[Extracted data entries]
/---
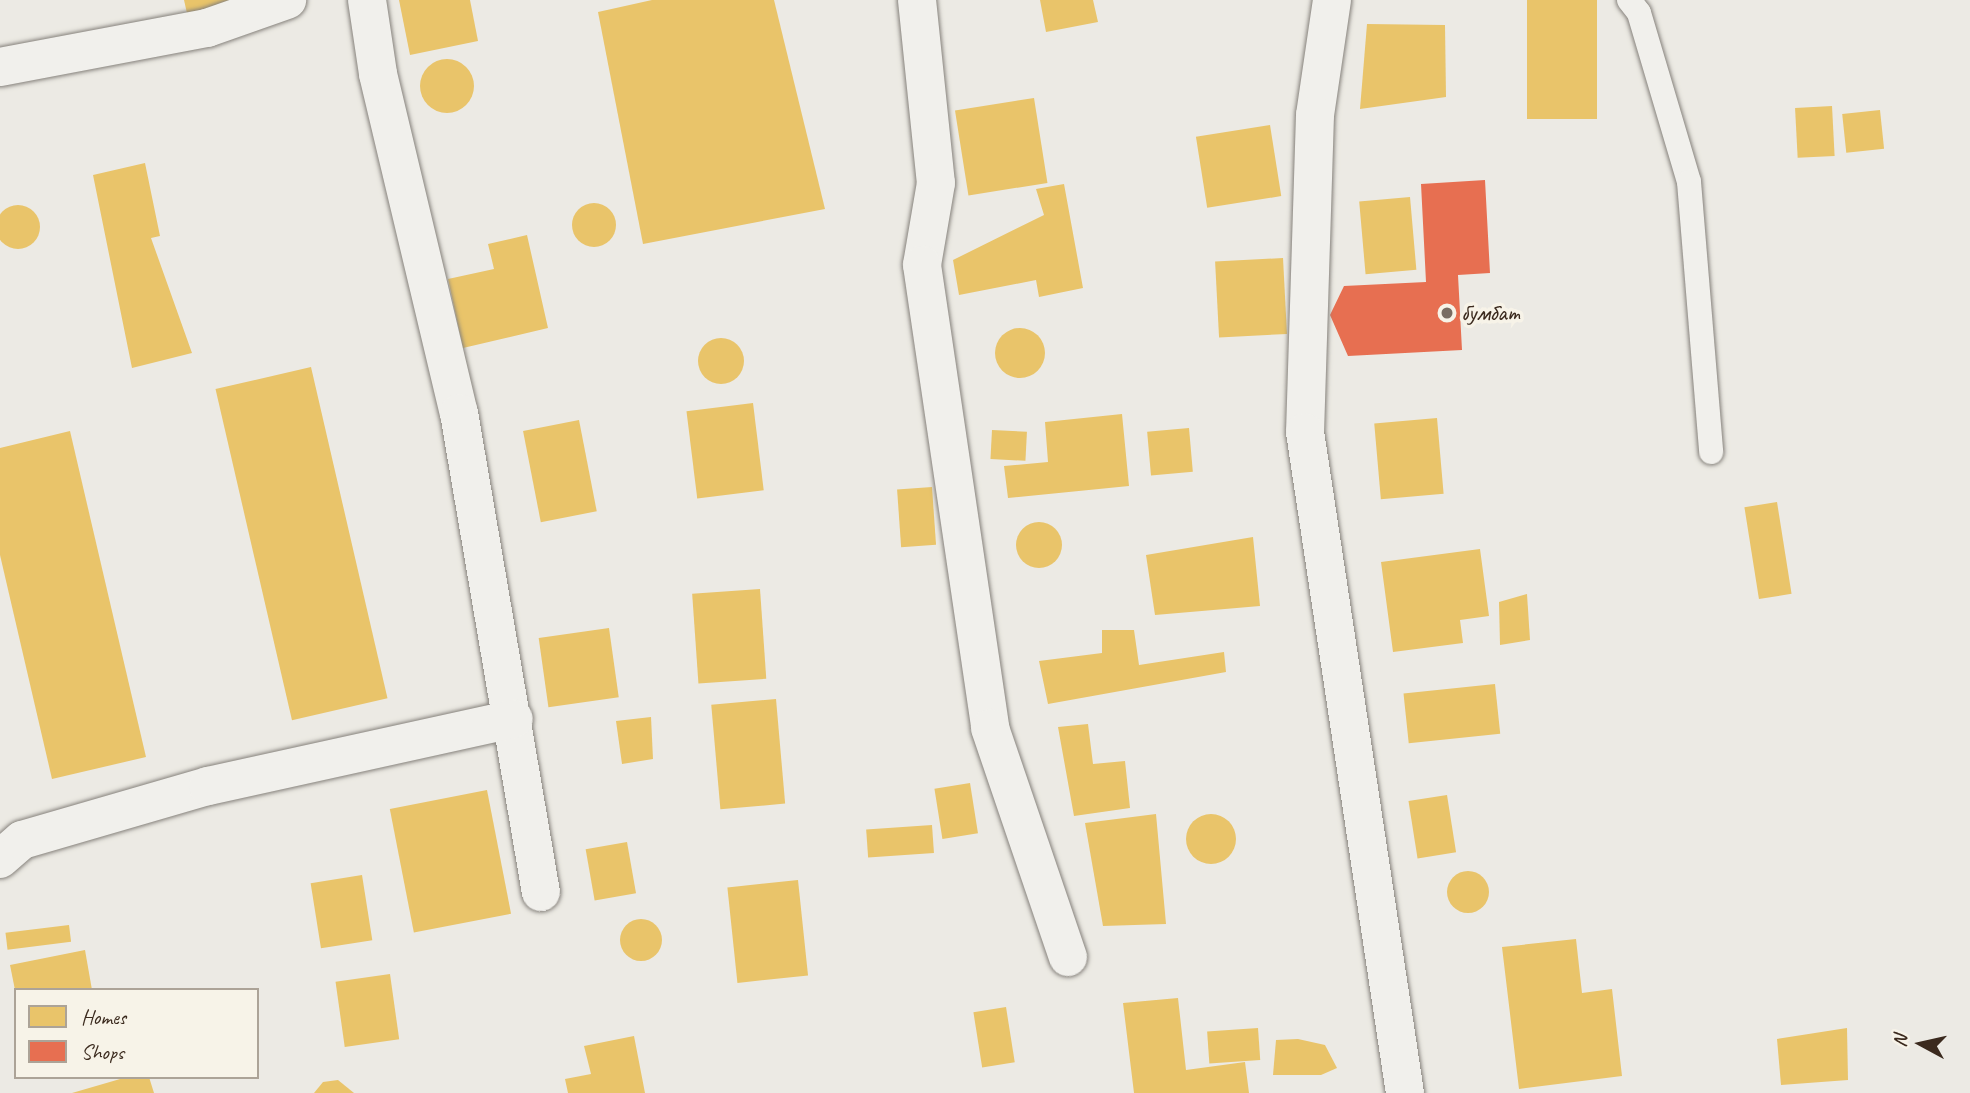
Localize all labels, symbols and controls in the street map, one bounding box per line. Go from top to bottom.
place label: бумбат [1461,299,1519,327]
marker: бумбат [1439,305,1455,321]
legend [14,988,259,1079]
text: Homes [81,1004,126,1030]
north arrow [1886,1009,1956,1079]
text: N [1888,1034,1913,1049]
text: Shops [81,1039,124,1065]

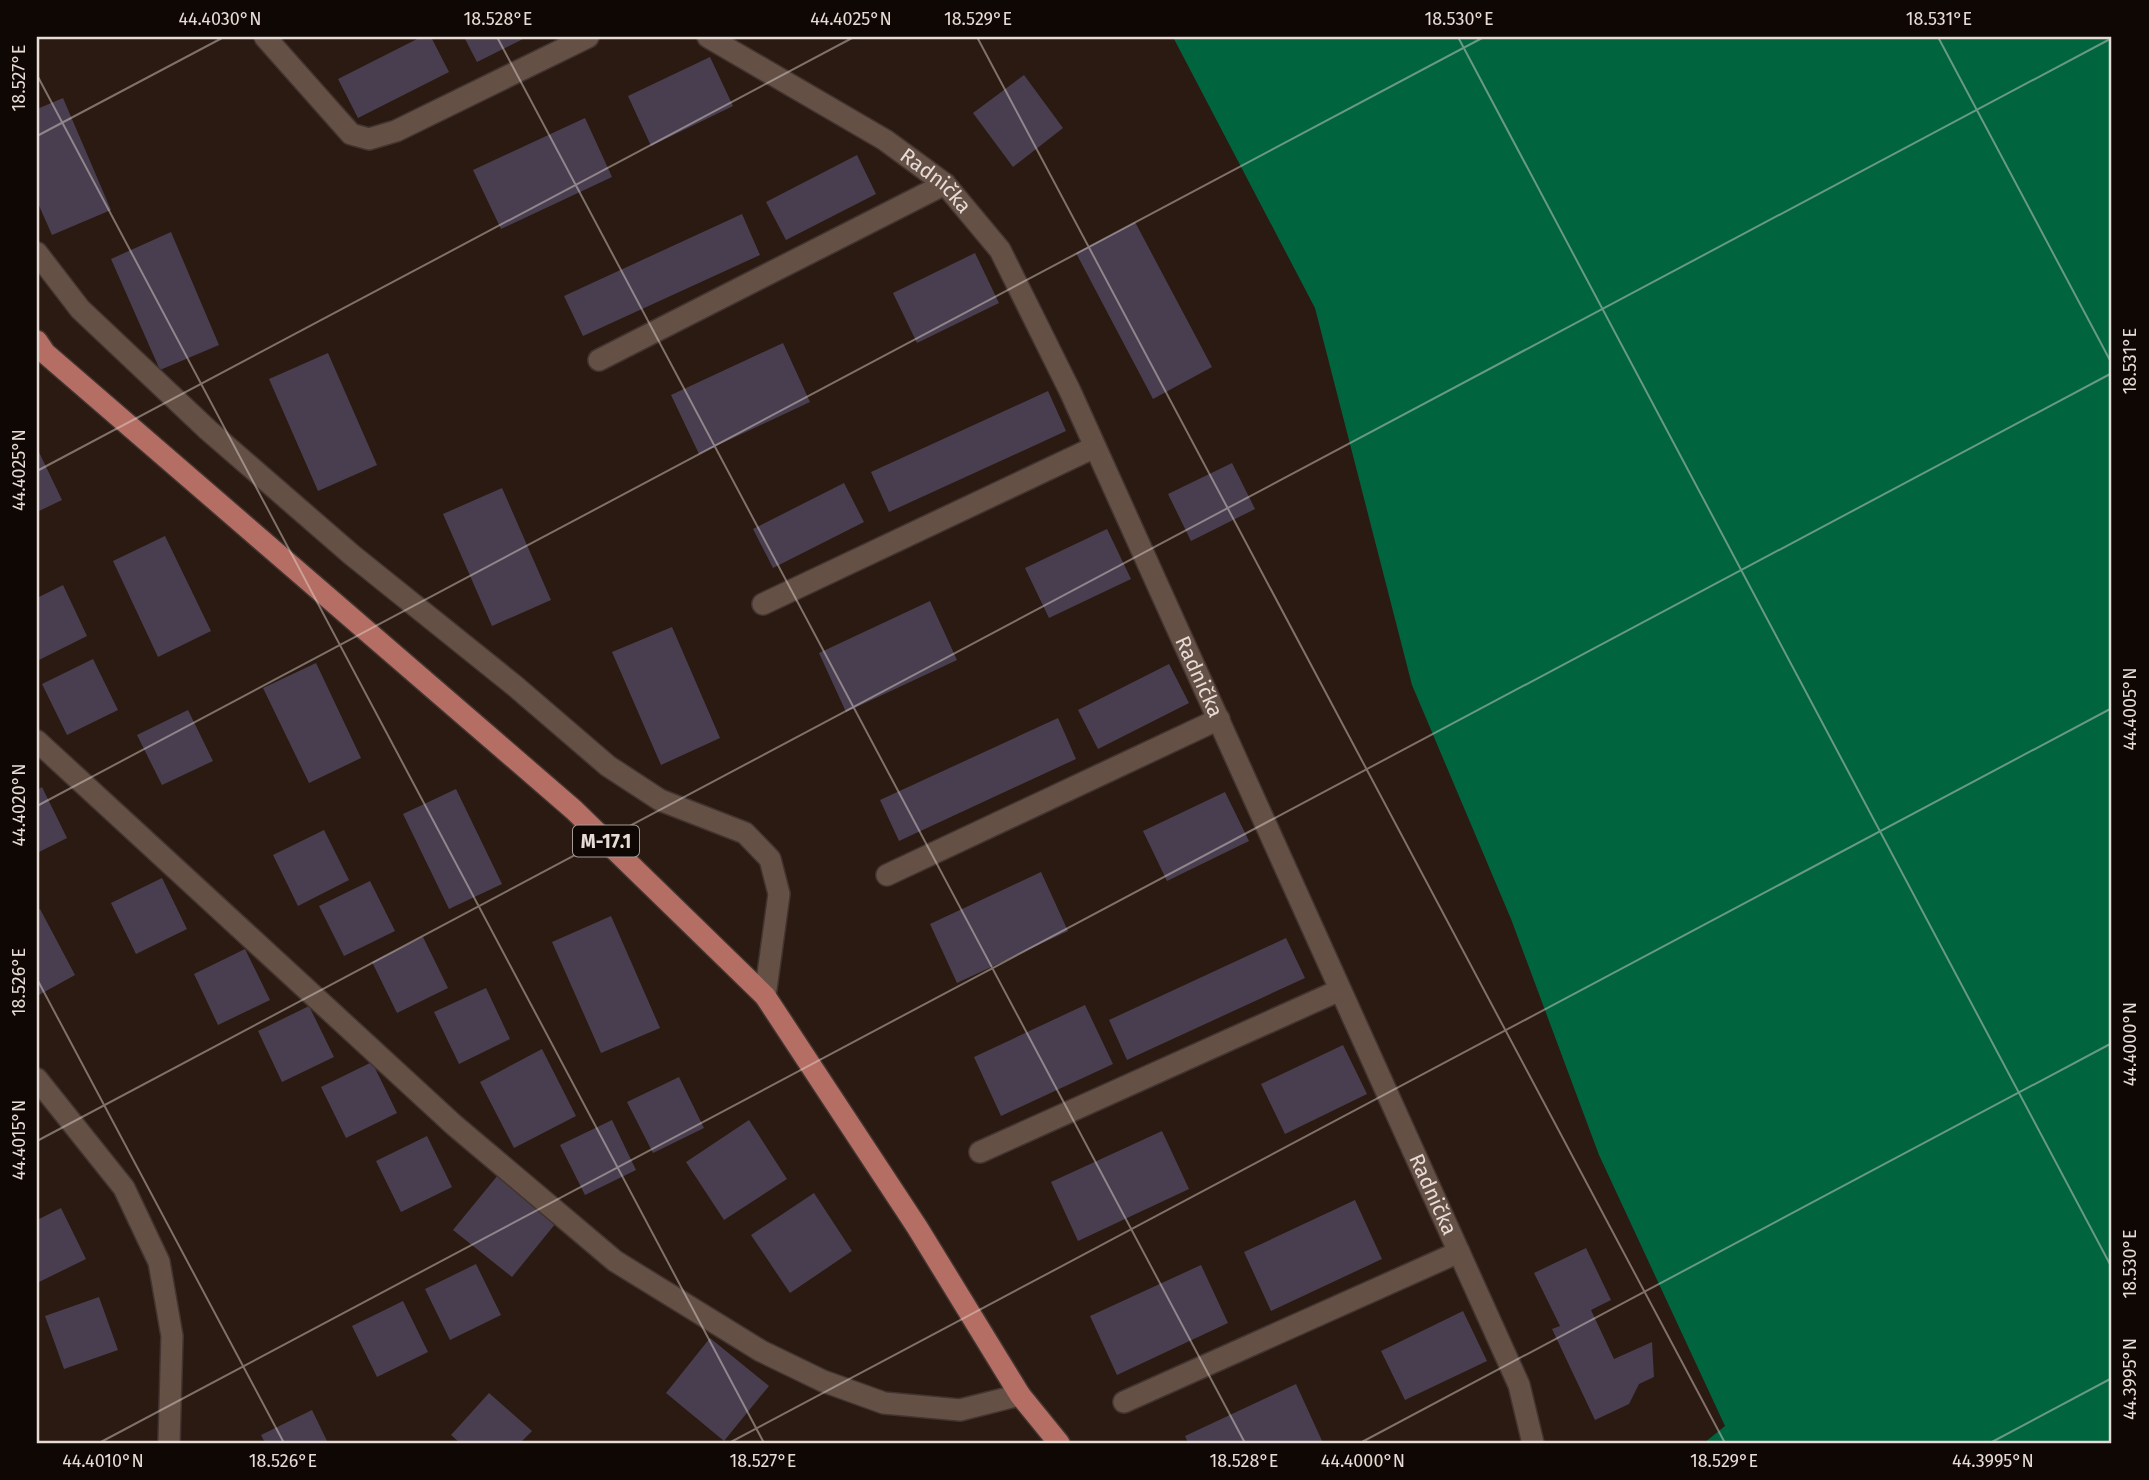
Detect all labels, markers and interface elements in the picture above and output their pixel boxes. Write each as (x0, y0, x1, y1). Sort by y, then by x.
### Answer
text: 44.4030°N (178, 8, 262, 30)
text: 18.528°E (464, 8, 532, 30)
text: 44.4025°N (810, 8, 892, 30)
text: 18.529°E (944, 8, 1012, 30)
text: 18.530°E (1424, 8, 1494, 30)
text: 18.531°E (1906, 8, 1972, 30)
text: 18.527°E (8, 45, 30, 111)
street label: Radnička (895, 142, 977, 219)
text: 18.531°E (2119, 328, 2141, 394)
text: 44.4025°N (8, 429, 30, 511)
street label: Radnička (1169, 632, 1229, 722)
text: 44.4005°N (2119, 667, 2141, 751)
text: 44.4020°N (8, 764, 30, 846)
road number: M-17.1 (573, 826, 639, 856)
text: 18.526°E (8, 948, 30, 1016)
text: 44.4000°N (2119, 1002, 2141, 1086)
text: 44.4015°N (8, 1100, 30, 1180)
street label: Radnička (1403, 1149, 1463, 1239)
text: 18.530°E (2119, 1229, 2141, 1299)
text: 44.3995°N (2119, 1338, 2141, 1420)
text: 44.4010°N (62, 1450, 144, 1472)
text: 18.526°E (249, 1450, 317, 1472)
text: 18.527°E (730, 1450, 796, 1472)
text: 18.528°E (1210, 1450, 1278, 1472)
text: 44.4000°N (1321, 1450, 1405, 1472)
text: 18.529°E (1690, 1450, 1758, 1472)
text: 44.3995°N (1952, 1450, 2034, 1472)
\---
* _DIRECTIONS_
Only the lines from the first line of the entries through the line containing "Detect all labels, markers" should be output, exactly as they are, without pictures.

* _SOLVED EXERCISE_
Localize all labels, symbols and controls in the street map, one bounding box per line. Go from top to bottom.
place label: бумбат [1461,299,1519,327]
marker: бумбат [1439,305,1455,321]
legend [14,988,259,1079]
text: Homes [81,1004,126,1030]
north arrow [1886,1009,1956,1079]
text: N [1888,1034,1913,1049]
text: Shops [81,1039,124,1065]

Detect all labels, markers and interface elements in the picture above and output their pixel boxes. Write each as (x0, y0, x1, y1). Sort by y, then by x.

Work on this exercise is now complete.